# Coffered ceiling



## Jay123 (May 7, 2008)

Here's a small tongue & groove ceiling in same house:

http://picasaweb.google.com/jjfwoodworks/TGCeilingWeb?feat=directlink


----------



## 47_47 (Sep 11, 2007)

Very nice work! Your photo's give me ideas.


----------



## Jay123 (May 7, 2008)

Thanks, and I get a lot of good ideas from other's photos too...thank god (or al gore) for the internet :wink:


----------



## Tom Struble (Dec 29, 2008)

very nice jay saw the t&g on c/t:thumbsup:


----------



## Jay123 (May 7, 2008)

Thanks Tom, went over today to check on the painters and it's looking' good :yes: I'll add a finish pic when they're all done.


----------



## Speedball (Nov 2, 2008)

I was looking at all the photos from first to last and BOOM, it sunk in what purpose the little L & T shaped blocks of wood served. That is so simple but yet so very nice looking.

Also like your table saw :thumbsup: I settled for the lesser, JET.


----------



## Jay123 (May 7, 2008)

Thanks...as far as the jet, I don't think you have to worry about much...they all cut wood...


----------



## Scuba_Dave (Jan 16, 2009)

I like the T&G

I have a cathedral sunroom ceiling 11' (6 skylights - drywalled) & a cathedral great room ceiling (2 skylights under construction) that I need to finish. I was thinking wood


----------



## Jay123 (May 7, 2008)

Looks like an interesting room Dave. When you get around to finishing it, you'll have to post some pics. 
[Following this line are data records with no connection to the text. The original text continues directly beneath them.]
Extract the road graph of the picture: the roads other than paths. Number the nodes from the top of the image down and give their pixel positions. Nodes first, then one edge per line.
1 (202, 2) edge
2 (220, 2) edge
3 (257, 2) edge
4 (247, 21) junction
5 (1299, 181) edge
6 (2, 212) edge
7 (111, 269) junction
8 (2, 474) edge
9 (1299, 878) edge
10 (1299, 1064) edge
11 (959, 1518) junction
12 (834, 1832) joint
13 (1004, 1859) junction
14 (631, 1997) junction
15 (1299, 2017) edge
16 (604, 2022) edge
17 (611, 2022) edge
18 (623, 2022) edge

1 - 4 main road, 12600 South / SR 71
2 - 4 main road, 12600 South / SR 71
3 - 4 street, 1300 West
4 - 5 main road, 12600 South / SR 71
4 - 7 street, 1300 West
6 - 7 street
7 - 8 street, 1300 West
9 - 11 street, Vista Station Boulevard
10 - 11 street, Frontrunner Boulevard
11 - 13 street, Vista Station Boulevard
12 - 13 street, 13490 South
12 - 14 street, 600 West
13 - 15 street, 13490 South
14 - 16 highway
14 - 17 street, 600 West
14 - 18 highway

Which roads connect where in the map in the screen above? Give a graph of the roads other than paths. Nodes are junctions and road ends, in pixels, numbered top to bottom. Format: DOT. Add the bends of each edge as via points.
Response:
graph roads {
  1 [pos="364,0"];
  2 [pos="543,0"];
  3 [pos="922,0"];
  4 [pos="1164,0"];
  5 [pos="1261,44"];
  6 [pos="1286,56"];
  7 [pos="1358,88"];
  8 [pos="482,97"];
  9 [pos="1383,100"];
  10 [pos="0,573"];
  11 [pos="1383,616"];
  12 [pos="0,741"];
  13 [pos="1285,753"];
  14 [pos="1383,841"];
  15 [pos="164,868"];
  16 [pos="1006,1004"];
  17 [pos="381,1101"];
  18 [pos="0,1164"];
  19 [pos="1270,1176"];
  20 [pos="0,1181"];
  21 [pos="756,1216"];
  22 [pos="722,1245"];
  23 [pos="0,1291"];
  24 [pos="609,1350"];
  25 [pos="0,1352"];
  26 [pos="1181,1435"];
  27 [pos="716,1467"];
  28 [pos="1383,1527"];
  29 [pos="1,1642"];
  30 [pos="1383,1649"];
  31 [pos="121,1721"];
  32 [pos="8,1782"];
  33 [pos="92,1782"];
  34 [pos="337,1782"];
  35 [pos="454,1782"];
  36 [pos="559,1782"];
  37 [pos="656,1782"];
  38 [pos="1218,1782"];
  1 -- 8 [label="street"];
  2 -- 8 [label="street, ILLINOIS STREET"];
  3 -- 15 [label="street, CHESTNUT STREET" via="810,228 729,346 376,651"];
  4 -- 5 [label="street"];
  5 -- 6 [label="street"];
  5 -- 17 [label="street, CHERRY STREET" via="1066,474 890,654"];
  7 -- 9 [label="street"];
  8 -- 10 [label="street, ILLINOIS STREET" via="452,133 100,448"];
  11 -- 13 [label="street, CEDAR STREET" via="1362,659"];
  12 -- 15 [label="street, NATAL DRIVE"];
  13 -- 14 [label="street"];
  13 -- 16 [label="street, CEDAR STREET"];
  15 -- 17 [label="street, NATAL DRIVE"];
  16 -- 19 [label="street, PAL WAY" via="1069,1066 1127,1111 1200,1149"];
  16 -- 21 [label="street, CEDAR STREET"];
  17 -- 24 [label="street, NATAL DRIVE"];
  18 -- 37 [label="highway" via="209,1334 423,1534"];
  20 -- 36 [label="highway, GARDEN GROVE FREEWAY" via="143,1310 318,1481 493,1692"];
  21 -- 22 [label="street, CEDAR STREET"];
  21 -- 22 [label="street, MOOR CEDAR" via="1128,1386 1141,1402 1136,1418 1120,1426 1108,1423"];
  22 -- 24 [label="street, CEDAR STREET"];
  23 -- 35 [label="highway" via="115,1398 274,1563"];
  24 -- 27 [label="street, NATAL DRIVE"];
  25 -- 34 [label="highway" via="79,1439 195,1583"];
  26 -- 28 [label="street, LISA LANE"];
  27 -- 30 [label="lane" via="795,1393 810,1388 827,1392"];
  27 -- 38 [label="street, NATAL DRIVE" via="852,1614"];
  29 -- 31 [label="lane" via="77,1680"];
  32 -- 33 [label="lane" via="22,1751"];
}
I noticed you've got some different size windows set at different top heights than your doors...should make for some interesting finish work.

Are you going to case the skylights out (maybe some 1x4?), or just go all the way with t&g on the ceiling with no casing for the skylights?

J


----------



## Scuba_Dave (Jan 16, 2009)

Yeah - the window shown matches the windows that face South (not shown). I didn't want the windows too low. Its only a matter of a few inches, but I opted for that height. The "big" window (opening) will be an 8' saltwater fish tank

I'm not sure on the finish work yet - just sheetrock for now
I'm building a 24x36 3 story addition
Once all rough is done then I'll worry about the finish work

I actually like the coffered ceiling - that may be an option too
Then do the T&G in the great room - less skylights


----------